In 2022, two UK production companies bought the film rights to create a feature film adaptation of DayZ.

===Controversies===
In August 2019, the game was briefly banned in Australia due to "illicit or proscribed drug use related to incentives or rewards", derived from one of the game's options to restore health being a cannabis joint. This option was not officially in-game, and it was only available via community-made mods. The ban was eventually lifted after Bohemia Interactive edited the game in order to fully comply with the Australian Classification Board.

Did you know that 8 million users for whom we have data on Steam played for an average of 188 hours and paid an average of 30 USD gross in #Dayz?
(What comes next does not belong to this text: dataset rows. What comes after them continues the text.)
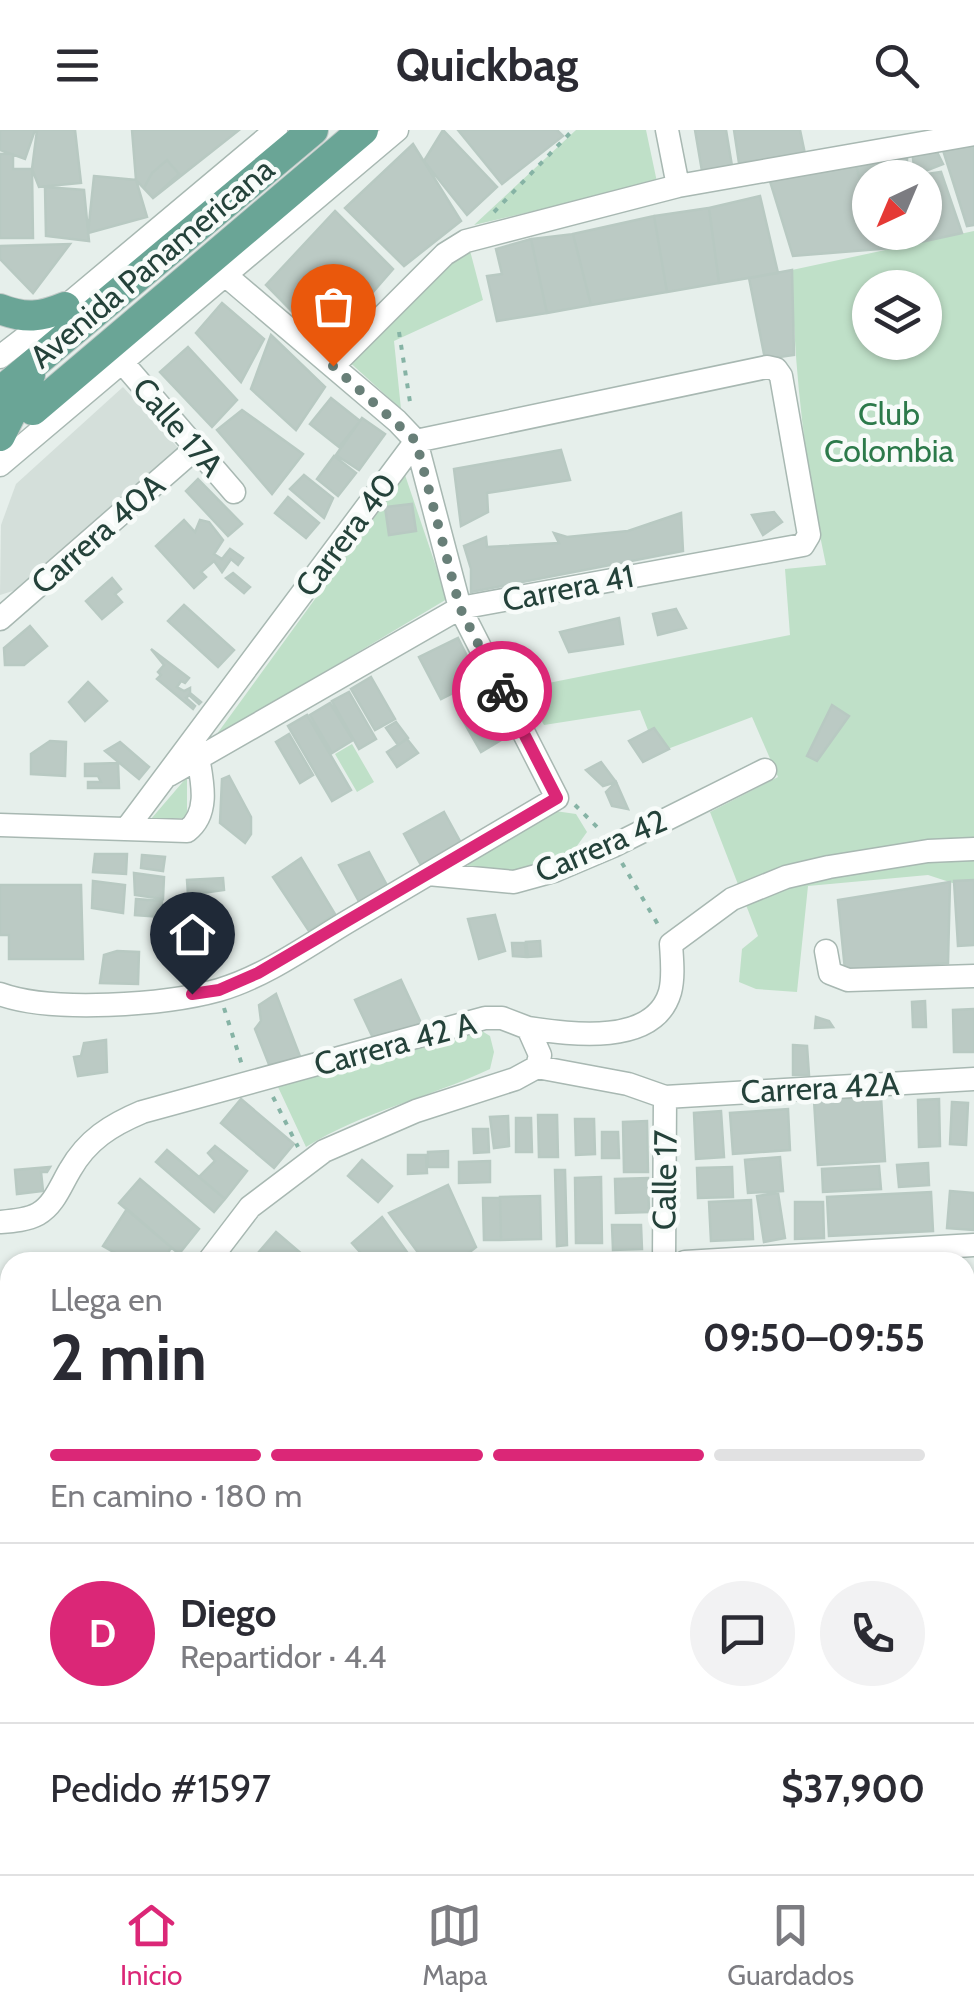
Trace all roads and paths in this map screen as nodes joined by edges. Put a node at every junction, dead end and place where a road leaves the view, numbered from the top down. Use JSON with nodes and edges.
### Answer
{"nodes":[{"id":1,"x":276,"y":130,"type":"edge"},
{"id":2,"x":313,"y":130,"type":"edge"},
{"id":3,"x":363,"y":130,"type":"edge"},
{"id":4,"x":397,"y":130,"type":"edge"},
{"id":5,"x":573,"y":130,"type":"edge"},
{"id":6,"x":668,"y":130,"type":"edge"},
{"id":7,"x":974,"y":134,"type":"edge"},
{"id":8,"x":859,"y":141,"type":"edge"},
{"id":9,"x":678,"y":186,"type":"junction"},
{"id":10,"x":466,"y":241,"type":"junction"},
{"id":11,"x":224,"y":274,"type":"junction"},
{"id":12,"x":65,"y":306,"type":"junction"},
{"id":13,"x":0,"y":309,"type":"edge"},
{"id":14,"x":399,"y":330,"type":"dead end"},
{"id":15,"x":0,"y":356,"type":"edge"},
{"id":16,"x":38,"y":359,"type":"junction"},
{"id":17,"x":122,"y":362,"type":"junction"},
{"id":18,"x":333,"y":366,"type":"junction"},
{"id":19,"x":0,"y":392,"type":"edge"},
{"id":20,"x":33,"y":410,"type":"dead end"},
{"id":21,"x":0,"y":436,"type":"edge"},
{"id":22,"x":416,"y":441,"type":"junction"},
{"id":23,"x":196,"y":448,"type":"junction"},
{"id":24,"x":0,"y":465,"type":"edge"},
{"id":25,"x":234,"y":492,"type":"dead end"},
{"id":26,"x":798,"y":548,"type":"joint"},
{"id":27,"x":460,"y":608,"type":"junction"},
{"id":28,"x":0,"y":619,"type":"edge"},
{"id":29,"x":196,"y":748,"type":"junction"},
{"id":30,"x":766,"y":770,"type":"dead end"},
{"id":31,"x":557,"y":798,"type":"junction"},
{"id":32,"x":0,"y":825,"type":"edge"},
{"id":33,"x":127,"y":828,"type":"junction"},
{"id":34,"x":613,"y":846,"type":"junction"},
{"id":35,"x":974,"y":849,"type":"edge"},
{"id":36,"x":428,"y":874,"type":"junction"},
{"id":37,"x":671,"y":944,"type":"junction"},
{"id":38,"x":826,"y":951,"type":"dead end"},
{"id":39,"x":974,"y":976,"type":"edge"},
{"id":40,"x":219,"y":990,"type":"junction"},
{"id":41,"x":0,"y":994,"type":"edge"},
{"id":42,"x":528,"y":1028,"type":"junction"},
{"id":43,"x":537,"y":1067,"type":"junction"},
{"id":44,"x":974,"y":1078,"type":"edge"},
{"id":45,"x":256,"y":1082,"type":"junction"},
{"id":46,"x":666,"y":1097,"type":"junction"},
{"id":47,"x":307,"y":1164,"type":"junction"},
{"id":48,"x":0,"y":1222,"type":"edge"},
{"id":49,"x":974,"y":1245,"type":"edge"},
{"id":50,"x":216,"y":1252,"type":"edge"},
{"id":51,"x":664,"y":1252,"type":"edge"},
{"id":52,"x":884,"y":1252,"type":"edge"}],
"edges":[{"from":1,"to":12,"type":"street"},
{"from":2,"to":16,"type":"main road","name":"Avenida Panamericana"},
{"from":3,"to":20,"type":"main road","name":"Avenida Panamericana"},
{"from":4,"to":11,"type":"street"},
{"from":5,"to":10,"type":"path"},
{"from":6,"to":9,"type":"street"},
{"from":7,"to":8,"type":"street"},
{"from":8,"to":9,"type":"street"},
{"from":9,"to":10,"type":"street"},
{"from":10,"to":18,"type":"street"},
{"from":11,"to":17,"type":"street"},
{"from":11,"to":18,"type":"street"},
{"from":12,"to":13,"type":"main road"},
{"from":12,"to":15,"type":"street"},
{"from":14,"to":22,"type":"path"},
{"from":16,"to":19,"type":"main road","name":"Avenida Panamericana"},
{"from":16,"to":21,"type":"main road"},
{"from":17,"to":23,"type":"street","name":"Calle 17A"},
{"from":17,"to":24,"type":"street"},
{"from":18,"to":22,"type":"street"},
{"from":22,"to":26,"type":"street","name":"Carrera 40"},
{"from":22,"to":27,"type":"street"},
{"from":22,"to":29,"type":"street","name":"Carrera 40"},
{"from":23,"to":25,"type":"street","name":"Calle 17A"},
{"from":23,"to":28,"type":"street","name":"Carrera 40A"},
{"from":26,"to":27,"type":"street","name":"Carrera 41"},
{"from":27,"to":29,"type":"street","name":"Carrera 41"},
{"from":27,"to":31,"type":"street"},
{"from":29,"to":33,"type":"street","name":"Carrera 41"},
{"from":29,"to":33,"type":"street"},
{"from":30,"to":34,"type":"street","name":"Carrera 42"},
{"from":31,"to":34,"type":"path"},
{"from":31,"to":36,"type":"street","name":"Carrera 42"},
{"from":32,"to":33,"type":"street"},
{"from":34,"to":36,"type":"street","name":"Carrera 42"},
{"from":34,"to":37,"type":"path"},
{"from":35,"to":37,"type":"street"},
{"from":36,"to":40,"type":"street","name":"Carrera 42"},
{"from":37,"to":42,"type":"street","name":"Carrera 42 A"},
{"from":38,"to":39,"type":"street"},
{"from":40,"to":41,"type":"street","name":"Carrera 42"},
{"from":40,"to":45,"type":"path"},
{"from":42,"to":43,"type":"street"},
{"from":42,"to":45,"type":"street","name":"Carrera 42 A"},
{"from":43,"to":46,"type":"street"},
{"from":43,"to":47,"type":"street","name":"Carrera 42 A"},
{"from":44,"to":46,"type":"street","name":"Carrera 42A"},
{"from":45,"to":47,"type":"path"},
{"from":45,"to":48,"type":"street","name":"Carrera 42 A"},
{"from":46,"to":51,"type":"street","name":"Calle 17"},
{"from":47,"to":50,"type":"street","name":"Carrera 42 A"},
{"from":49,"to":52,"type":"street"}]}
That means we received less than 10 cents for an hour of live online gaming, for which we host the online infrastructure and have been updating it for 10+ years.

Yet Dayz Frostline is currently being review-bombed on the same platform for being too expensive: $26.99 for "just a map," and some users demand "gimme more for less money"

Hmm. Please Please me.
— Marek Spanel, @maruksp - X

When the DayZ Frostline update released in October 2024, the Steam page for DayZ became the target of a review bombing campaign due to the US$26.99 price for the Sakhal map being considered too expensive by players. In response, CEO of Bohemia Interactive Marek Spanel revealed on X that the studio received less than 10 cents an hour on average for every hour of online play that 8 million users undertook, averaging about 188 hours and assuming every user paid US$30. Spanel also remarked that "nobody is forcing anyone to buy DayZ Frostline; the base game is still running for all users."